◆ Task instructions:
Write out, word for word, the line that contains "Please list the" and each line after it down to the last line of the data below. Include nothing more.

◆ Saved data entries:
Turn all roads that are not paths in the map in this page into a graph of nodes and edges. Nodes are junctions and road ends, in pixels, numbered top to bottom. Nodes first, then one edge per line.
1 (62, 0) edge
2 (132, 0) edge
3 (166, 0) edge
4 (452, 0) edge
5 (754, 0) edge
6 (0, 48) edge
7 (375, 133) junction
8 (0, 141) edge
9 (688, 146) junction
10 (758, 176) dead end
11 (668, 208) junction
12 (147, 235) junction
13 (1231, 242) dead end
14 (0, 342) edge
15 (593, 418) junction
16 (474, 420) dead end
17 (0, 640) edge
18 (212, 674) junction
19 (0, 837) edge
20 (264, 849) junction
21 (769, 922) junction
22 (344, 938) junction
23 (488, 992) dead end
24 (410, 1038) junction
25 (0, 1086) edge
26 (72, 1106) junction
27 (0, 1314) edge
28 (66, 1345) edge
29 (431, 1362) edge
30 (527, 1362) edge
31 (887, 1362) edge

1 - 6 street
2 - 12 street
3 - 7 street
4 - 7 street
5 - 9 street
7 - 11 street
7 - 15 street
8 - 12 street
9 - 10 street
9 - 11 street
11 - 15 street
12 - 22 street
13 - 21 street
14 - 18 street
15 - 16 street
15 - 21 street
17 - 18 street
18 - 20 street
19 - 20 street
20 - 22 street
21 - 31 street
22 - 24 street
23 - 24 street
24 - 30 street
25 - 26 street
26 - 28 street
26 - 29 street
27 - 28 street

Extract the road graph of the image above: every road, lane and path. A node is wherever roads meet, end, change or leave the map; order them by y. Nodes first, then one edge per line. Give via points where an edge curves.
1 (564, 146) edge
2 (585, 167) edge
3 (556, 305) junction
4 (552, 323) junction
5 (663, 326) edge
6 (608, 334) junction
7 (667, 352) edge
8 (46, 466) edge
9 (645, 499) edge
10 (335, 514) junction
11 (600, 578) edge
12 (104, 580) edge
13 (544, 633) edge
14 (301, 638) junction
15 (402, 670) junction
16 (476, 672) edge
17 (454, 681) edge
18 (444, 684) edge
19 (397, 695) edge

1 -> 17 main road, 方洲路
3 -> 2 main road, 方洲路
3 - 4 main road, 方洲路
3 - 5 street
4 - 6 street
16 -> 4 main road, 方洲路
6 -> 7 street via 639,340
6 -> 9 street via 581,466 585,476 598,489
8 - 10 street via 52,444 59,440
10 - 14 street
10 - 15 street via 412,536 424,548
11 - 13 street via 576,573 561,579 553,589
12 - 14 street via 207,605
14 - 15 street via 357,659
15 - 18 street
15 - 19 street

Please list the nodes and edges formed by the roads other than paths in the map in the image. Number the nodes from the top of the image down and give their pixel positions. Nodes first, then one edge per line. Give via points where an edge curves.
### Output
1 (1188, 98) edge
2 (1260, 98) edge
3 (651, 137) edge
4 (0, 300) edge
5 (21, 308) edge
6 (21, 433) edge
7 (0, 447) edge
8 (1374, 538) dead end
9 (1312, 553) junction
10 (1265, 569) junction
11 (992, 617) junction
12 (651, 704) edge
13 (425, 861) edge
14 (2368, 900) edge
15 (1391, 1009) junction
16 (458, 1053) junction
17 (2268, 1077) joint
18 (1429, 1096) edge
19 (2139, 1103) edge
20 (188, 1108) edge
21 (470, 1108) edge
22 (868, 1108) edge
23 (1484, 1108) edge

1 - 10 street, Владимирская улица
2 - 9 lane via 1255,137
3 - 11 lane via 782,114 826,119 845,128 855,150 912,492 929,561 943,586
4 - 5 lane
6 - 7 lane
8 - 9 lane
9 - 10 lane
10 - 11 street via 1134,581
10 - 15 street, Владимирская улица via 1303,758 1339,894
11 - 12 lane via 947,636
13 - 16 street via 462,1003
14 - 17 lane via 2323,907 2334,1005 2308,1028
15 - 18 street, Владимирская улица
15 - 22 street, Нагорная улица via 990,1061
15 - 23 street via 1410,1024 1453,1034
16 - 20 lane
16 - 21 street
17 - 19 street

◆ Output of the exercise:
Please list the nodes and edges formed by the roads other than paths in the map in the image. Number the nodes from the top of the image down and give their pixel positions. Nodes first, then one edge per line. Give via points where an edge curves.
### Output
1 (1188, 98) edge
2 (1260, 98) edge
3 (651, 137) edge
4 (0, 300) edge
5 (21, 308) edge
6 (21, 433) edge
7 (0, 447) edge
8 (1374, 538) dead end
9 (1312, 553) junction
10 (1265, 569) junction
11 (992, 617) junction
12 (651, 704) edge
13 (425, 861) edge
14 (2368, 900) edge
15 (1391, 1009) junction
16 (458, 1053) junction
17 (2268, 1077) joint
18 (1429, 1096) edge
19 (2139, 1103) edge
20 (188, 1108) edge
21 (470, 1108) edge
22 (868, 1108) edge
23 (1484, 1108) edge

1 - 10 street, Владимирская улица
2 - 9 lane via 1255,137
3 - 11 lane via 782,114 826,119 845,128 855,150 912,492 929,561 943,586
4 - 5 lane
6 - 7 lane
8 - 9 lane
9 - 10 lane
10 - 11 street via 1134,581
10 - 15 street, Владимирская улица via 1303,758 1339,894
11 - 12 lane via 947,636
13 - 16 street via 462,1003
14 - 17 lane via 2323,907 2334,1005 2308,1028
15 - 18 street, Владимирская улица
15 - 22 street, Нагорная улица via 990,1061
15 - 23 street via 1410,1024 1453,1034
16 - 20 lane
16 - 21 street
17 - 19 street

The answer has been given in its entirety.